# EXERCISE
Everything from the line holding "Input: one rendered" through the last line of the listing needs to be repeated exactly, with no other lines.
━━━━━━━━
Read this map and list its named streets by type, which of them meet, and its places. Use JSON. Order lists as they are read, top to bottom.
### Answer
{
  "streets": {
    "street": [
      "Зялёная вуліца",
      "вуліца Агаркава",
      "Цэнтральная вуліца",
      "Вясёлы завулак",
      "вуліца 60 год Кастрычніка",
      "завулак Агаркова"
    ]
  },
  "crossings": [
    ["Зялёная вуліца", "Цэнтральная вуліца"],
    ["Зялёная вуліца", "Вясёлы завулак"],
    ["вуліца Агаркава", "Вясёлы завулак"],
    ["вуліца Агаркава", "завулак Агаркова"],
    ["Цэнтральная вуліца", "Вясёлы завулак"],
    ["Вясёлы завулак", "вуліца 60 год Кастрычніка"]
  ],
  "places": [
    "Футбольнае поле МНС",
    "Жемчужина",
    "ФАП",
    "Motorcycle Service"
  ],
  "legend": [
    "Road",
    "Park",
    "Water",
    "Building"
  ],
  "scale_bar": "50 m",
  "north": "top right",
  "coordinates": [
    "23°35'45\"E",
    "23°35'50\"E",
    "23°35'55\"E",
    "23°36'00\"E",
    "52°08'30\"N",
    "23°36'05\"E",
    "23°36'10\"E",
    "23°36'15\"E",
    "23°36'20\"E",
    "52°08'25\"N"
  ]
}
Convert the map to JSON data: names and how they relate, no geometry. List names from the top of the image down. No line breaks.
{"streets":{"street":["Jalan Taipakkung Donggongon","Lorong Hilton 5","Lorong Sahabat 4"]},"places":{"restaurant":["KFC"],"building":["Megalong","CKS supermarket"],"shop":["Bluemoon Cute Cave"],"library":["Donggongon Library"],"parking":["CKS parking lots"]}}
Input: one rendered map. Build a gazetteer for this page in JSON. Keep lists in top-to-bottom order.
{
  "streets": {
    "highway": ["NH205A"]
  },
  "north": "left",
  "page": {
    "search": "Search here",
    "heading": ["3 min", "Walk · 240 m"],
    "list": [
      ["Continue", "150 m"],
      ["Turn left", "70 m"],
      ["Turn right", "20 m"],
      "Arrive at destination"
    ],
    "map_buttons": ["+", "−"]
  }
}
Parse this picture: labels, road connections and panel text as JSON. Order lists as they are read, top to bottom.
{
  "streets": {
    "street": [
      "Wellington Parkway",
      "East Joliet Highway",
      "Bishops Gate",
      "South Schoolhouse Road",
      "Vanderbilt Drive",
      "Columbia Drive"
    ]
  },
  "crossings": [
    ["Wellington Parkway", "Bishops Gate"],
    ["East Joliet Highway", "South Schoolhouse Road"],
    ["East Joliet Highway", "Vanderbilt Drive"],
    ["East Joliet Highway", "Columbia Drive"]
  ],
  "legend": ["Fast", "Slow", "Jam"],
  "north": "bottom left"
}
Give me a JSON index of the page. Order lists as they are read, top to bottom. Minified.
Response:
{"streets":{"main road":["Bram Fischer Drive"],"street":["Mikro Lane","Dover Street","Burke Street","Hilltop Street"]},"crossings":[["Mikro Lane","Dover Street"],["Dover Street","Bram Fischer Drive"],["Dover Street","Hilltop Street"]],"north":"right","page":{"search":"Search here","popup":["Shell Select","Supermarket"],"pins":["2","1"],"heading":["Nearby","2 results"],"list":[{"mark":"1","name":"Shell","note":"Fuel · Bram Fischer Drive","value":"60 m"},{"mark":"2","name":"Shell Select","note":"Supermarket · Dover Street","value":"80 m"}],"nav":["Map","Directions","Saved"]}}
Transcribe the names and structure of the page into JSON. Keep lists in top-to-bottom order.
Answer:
━━━━━━━━
# RESPONSE FOR THIS EXERCISE
Input: one rendered map. Build a gazetteer for this page in JSON. Keep lists in top-to-bottom order.
{
  "streets": {
    "highway": ["NH205A"]
  },
  "north": "left",
  "page": {
    "search": "Search here",
    "heading": ["3 min", "Walk · 240 m"],
    "list": [
      ["Continue", "150 m"],
      ["Turn left", "70 m"],
      ["Turn right", "20 m"],
      "Arrive at destination"
    ],
    "map_buttons": ["+", "−"]
  }
}
Parse this picture: labels, road connections and panel text as JSON. Order lists as they are read, top to bottom.
{
  "streets": {
    "street": [
      "Wellington Parkway",
      "East Joliet Highway",
      "Bishops Gate",
      "South Schoolhouse Road",
      "Vanderbilt Drive",
      "Columbia Drive"
    ]
  },
  "crossings": [
    ["Wellington Parkway", "Bishops Gate"],
    ["East Joliet Highway", "South Schoolhouse Road"],
    ["East Joliet Highway", "Vanderbilt Drive"],
    ["East Joliet Highway", "Columbia Drive"]
  ],
  "legend": ["Fast", "Slow", "Jam"],
  "north": "bottom left"
}
Give me a JSON index of the page. Order lists as they are read, top to bottom. Minified.
Response:
{"streets":{"main road":["Bram Fischer Drive"],"street":["Mikro Lane","Dover Street","Burke Street","Hilltop Street"]},"crossings":[["Mikro Lane","Dover Street"],["Dover Street","Bram Fischer Drive"],["Dover Street","Hilltop Street"]],"north":"right","page":{"search":"Search here","popup":["Shell Select","Supermarket"],"pins":["2","1"],"heading":["Nearby","2 results"],"list":[{"mark":"1","name":"Shell","note":"Fuel · Bram Fischer Drive","value":"60 m"},{"mark":"2","name":"Shell Select","note":"Supermarket · Dover Street","value":"80 m"}],"nav":["Map","Directions","Saved"]}}
Transcribe the names and structure of the page into JSON. Keep lists in top-to-bottom order.
Answer:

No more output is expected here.